#### Exercise material
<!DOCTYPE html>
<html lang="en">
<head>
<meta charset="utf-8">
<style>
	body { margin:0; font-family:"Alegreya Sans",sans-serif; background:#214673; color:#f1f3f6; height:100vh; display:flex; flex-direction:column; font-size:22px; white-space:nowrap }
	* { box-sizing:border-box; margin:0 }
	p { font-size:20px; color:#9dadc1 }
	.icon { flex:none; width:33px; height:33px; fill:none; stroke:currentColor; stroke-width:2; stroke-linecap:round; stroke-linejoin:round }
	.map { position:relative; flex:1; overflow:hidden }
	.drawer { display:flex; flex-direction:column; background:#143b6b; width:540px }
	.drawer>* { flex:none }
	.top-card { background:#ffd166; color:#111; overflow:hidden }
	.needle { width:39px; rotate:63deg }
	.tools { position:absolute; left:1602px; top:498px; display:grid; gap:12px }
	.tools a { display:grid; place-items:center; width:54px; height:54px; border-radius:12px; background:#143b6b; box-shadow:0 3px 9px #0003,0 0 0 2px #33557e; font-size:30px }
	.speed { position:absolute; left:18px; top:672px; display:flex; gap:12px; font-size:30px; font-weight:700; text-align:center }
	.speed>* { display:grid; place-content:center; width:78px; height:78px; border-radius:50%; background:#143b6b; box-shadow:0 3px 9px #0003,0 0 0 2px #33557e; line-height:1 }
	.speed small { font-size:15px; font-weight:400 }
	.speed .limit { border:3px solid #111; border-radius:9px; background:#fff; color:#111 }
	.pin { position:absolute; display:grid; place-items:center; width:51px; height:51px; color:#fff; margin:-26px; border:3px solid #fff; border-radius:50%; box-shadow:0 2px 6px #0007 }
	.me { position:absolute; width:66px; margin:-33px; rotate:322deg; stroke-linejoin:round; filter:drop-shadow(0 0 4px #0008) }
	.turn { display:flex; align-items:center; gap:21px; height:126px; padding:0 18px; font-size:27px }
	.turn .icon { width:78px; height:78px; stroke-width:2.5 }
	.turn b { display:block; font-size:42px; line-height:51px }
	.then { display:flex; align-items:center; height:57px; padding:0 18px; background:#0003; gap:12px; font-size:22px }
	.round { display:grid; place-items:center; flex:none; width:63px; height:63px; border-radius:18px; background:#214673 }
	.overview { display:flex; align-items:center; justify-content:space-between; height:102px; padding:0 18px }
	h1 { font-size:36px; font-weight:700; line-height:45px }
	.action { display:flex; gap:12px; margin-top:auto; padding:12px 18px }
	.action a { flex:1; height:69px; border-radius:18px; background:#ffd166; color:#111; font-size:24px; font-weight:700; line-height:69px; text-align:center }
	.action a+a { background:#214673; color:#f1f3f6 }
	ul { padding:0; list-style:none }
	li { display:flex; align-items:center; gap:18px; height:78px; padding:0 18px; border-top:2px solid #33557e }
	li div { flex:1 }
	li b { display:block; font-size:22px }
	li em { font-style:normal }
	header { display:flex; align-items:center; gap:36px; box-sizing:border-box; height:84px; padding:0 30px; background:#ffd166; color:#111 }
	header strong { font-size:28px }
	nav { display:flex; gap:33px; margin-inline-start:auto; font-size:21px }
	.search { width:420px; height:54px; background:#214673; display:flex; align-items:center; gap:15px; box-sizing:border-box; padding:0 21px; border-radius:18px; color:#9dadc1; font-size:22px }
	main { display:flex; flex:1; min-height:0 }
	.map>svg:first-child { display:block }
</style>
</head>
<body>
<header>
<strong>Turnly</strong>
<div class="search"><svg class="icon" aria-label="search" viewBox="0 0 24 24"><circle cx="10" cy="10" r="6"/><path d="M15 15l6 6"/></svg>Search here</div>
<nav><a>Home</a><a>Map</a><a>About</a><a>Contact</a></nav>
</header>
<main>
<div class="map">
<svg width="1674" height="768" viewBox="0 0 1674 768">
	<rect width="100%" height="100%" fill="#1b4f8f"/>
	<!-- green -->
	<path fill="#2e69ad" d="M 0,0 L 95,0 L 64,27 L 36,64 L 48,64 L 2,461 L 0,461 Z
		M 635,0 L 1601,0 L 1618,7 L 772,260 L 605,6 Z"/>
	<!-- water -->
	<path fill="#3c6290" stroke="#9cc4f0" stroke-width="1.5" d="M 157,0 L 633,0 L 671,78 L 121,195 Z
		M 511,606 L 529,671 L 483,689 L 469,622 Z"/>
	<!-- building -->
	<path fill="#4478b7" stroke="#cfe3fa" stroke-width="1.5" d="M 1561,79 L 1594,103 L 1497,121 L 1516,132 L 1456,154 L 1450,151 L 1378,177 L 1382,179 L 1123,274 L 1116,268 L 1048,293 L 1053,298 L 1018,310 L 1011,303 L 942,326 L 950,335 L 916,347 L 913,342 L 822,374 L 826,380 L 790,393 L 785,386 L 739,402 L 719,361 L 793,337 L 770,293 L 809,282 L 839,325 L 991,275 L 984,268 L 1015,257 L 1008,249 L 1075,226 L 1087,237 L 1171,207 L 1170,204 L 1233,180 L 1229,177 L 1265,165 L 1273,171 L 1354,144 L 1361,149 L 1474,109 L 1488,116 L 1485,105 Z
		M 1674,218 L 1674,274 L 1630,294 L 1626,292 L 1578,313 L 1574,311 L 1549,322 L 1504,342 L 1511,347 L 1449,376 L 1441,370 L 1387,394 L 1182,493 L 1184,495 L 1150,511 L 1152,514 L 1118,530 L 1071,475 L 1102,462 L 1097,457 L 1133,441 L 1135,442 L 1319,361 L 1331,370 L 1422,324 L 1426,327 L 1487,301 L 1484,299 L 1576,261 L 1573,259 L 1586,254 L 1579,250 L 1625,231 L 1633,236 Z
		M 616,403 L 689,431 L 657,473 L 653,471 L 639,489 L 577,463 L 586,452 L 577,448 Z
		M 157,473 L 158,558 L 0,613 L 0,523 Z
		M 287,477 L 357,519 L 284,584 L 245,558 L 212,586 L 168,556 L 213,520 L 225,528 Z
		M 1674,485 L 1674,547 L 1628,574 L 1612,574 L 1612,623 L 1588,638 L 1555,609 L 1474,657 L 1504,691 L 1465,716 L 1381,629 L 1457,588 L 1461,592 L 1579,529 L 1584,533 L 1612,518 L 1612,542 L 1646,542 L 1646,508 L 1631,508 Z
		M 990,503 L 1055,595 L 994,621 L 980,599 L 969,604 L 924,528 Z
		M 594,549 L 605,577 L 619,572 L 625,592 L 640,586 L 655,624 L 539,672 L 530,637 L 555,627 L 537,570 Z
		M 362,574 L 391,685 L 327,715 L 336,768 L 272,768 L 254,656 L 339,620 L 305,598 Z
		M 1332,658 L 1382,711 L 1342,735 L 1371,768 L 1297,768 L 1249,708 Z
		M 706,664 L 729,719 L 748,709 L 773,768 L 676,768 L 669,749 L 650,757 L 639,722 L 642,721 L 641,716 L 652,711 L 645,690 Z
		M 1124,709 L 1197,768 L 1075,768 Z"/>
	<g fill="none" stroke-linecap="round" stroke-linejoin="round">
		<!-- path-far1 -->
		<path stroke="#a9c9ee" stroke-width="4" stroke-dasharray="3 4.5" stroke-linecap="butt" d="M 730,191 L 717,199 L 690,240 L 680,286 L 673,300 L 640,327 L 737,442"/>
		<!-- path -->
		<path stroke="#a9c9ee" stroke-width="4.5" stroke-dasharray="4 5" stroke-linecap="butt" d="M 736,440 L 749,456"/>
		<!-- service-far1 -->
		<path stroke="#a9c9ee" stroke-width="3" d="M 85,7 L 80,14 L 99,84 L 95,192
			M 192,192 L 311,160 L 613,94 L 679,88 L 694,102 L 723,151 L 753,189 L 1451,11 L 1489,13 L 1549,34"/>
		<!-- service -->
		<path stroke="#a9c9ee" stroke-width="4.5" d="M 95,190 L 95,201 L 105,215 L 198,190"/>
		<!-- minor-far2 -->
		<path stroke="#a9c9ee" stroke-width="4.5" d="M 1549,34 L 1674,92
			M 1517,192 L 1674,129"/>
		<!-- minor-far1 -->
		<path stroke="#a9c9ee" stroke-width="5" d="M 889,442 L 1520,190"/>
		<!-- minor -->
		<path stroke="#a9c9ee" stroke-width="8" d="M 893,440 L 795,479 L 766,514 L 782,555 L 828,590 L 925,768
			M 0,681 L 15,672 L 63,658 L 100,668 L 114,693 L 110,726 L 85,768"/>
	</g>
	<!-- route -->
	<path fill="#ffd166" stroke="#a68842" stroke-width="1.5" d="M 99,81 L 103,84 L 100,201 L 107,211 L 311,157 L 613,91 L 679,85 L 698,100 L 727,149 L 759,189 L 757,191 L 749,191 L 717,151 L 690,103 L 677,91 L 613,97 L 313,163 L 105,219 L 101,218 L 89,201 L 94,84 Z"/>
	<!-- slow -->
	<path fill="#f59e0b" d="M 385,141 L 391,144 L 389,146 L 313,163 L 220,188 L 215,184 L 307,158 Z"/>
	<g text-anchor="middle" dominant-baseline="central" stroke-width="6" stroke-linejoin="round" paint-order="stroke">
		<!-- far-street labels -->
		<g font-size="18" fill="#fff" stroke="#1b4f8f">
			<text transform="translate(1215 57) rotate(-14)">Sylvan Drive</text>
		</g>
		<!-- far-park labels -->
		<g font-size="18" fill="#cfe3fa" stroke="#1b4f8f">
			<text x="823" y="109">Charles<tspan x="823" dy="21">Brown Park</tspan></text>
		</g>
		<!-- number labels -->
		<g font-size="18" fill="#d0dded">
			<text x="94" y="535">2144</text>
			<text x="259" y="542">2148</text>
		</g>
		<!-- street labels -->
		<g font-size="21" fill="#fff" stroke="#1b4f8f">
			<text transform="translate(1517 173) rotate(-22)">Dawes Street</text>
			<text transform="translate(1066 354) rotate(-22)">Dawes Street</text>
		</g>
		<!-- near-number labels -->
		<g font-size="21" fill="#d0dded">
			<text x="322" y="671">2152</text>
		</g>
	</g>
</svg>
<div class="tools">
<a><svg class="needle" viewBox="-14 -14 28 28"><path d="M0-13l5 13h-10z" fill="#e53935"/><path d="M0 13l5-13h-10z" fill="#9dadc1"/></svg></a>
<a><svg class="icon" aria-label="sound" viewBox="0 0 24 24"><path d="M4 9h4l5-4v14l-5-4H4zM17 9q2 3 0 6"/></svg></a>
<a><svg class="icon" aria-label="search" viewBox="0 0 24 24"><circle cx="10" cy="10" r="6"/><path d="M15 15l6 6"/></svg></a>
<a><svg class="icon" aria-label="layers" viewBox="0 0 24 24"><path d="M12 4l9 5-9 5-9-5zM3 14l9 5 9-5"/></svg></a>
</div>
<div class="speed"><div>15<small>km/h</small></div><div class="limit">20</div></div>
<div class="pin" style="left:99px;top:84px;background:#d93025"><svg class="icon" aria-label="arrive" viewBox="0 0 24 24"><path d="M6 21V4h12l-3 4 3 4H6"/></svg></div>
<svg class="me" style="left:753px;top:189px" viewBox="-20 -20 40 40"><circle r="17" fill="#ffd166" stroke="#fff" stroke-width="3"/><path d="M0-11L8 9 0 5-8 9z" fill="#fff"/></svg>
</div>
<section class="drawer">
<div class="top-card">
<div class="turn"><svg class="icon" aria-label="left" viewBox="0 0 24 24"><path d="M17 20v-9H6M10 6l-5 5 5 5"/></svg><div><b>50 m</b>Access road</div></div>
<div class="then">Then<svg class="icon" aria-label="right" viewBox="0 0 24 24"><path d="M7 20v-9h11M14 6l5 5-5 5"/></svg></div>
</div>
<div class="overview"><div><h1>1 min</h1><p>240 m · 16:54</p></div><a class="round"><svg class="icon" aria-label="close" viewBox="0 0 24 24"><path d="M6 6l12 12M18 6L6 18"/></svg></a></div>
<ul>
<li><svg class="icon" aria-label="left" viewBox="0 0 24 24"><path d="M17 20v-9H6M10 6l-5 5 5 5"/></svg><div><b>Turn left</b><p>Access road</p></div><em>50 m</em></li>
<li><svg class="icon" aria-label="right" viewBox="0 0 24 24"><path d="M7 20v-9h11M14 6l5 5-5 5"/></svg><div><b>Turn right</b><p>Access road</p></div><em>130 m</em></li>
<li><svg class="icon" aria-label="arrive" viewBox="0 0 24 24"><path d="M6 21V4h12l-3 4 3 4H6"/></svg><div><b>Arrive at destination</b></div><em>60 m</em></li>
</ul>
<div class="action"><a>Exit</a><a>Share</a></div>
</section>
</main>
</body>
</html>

#### Exercise directions
Up to and including the line with "display:grid; place-items:center; width:54px;", repeat the data exactly, starting from its first line; nothing else belongs in the response.

#### Task output
<!DOCTYPE html>
<html lang="en">
<head>
<meta charset="utf-8">
<style>
	body { margin:0; font-family:"Alegreya Sans",sans-serif; background:#214673; color:#f1f3f6; height:100vh; display:flex; flex-direction:column; font-size:22px; white-space:nowrap }
	* { box-sizing:border-box; margin:0 }
	p { font-size:20px; color:#9dadc1 }
	.icon { flex:none; width:33px; height:33px; fill:none; stroke:currentColor; stroke-width:2; stroke-linecap:round; stroke-linejoin:round }
	.map { position:relative; flex:1; overflow:hidden }
	.drawer { display:flex; flex-direction:column; background:#143b6b; width:540px }
	.drawer>* { flex:none }
	.top-card { background:#ffd166; color:#111; overflow:hidden }
	.needle { width:39px; rotate:63deg }
	.tools { position:absolute; left:1602px; top:498px; display:grid; gap:12px }
	.tools a { display:grid; place-items:center; width:54px; height:54px; border-radius:12px; background:#143b6b; box-shadow:0 3px 9px #0003,0 0 0 2px #33557e; font-size:30px }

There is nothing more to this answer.